リファレンスゲノムと比較して、結果を評価する。
gmvalue subcon -r Sample_data/Rhodobacter.genome.fasta -q sample.gapclosed.fa
終わるとout.misassemble.list.txtとout.stat.txtが出力される。
> cat out.stat.txt
Number of contigs: 1545
Total number of misassembled contigs = 1 (0%)
Total number of truely assembled contigs = 1544 (99.9%)

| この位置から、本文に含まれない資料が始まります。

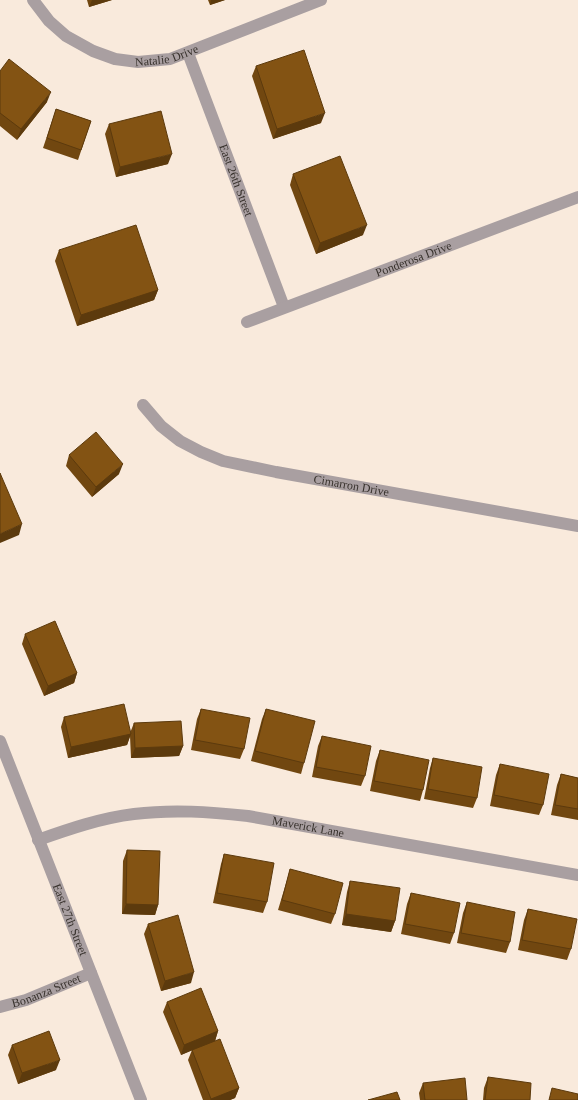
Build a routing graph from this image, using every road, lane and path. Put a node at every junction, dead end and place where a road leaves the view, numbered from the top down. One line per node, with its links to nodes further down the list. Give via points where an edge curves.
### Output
1 (33, 0): 3 (street, Natalie Drive, via 66,36 115,59 138,62)
2 (315, 1): 3 (street, Natalie Drive)
3 (188, 53): 5 (street, East 26th Street)
4 (578, 196): 5 (street, Ponderosa Drive)
5 (284, 307): 6 (street, Ponderosa Drive)
6 (247, 322)
7 (143, 405): 8 (street, Cimarron Drive, via 180,441 223,461)
8 (578, 526)
9 (0, 742): 10 (street, East 27th Street)
10 (38, 840): 11 (street, Maverick Lane, via 90,823 133,814 202,811 248,816); 12 (street, East 27th Street)
11 (578, 875)
12 (91, 973): 13 (street, Bonanza Street, via 26,1000); 14 (street, East 27th Street)
13 (0, 1007)
14 (141, 1100)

Total number of misassembled events = 1
Number of unmapped contigs = 0 (0%)
Misassembly events on the same chromosome (break point distance > 100 bp, < 1000 bp): 0
Misassembly events (Relocation) on the same chromosome (break point distance >= 1000 bp): 0
Misassembly events (Translocation): 0
Misassembly events (Inversion): 0
Misassembly events (alignment coverage < 99%): 1
Medium indels (> 5 bp and <= 100 bp): 6
Total contig length: 4351438
Contig N50: 5546
Corrected contig N50: 5546
Total scaffold length: 4728132
Gap length: 376694 (7.9%)
> cat out.stat.txt
$ cat /Users/user/Downloads/GMcloser-1.6.1/out.misassemble.list.txt
scaffold18/20 1 5891 5993 CP000143 local-misassembly
ロングリードを使ったやり方はPDFマニュアルで確認してください。
引用
GMcloser: closing gaps in assemblies accurately with a likelihood-based selection of contig or long-read alignments.
Kosugi S1, Hirakawa H1, Tabata S1.
Bioinformatics. 2015 Dec 1;31(23):3733-41.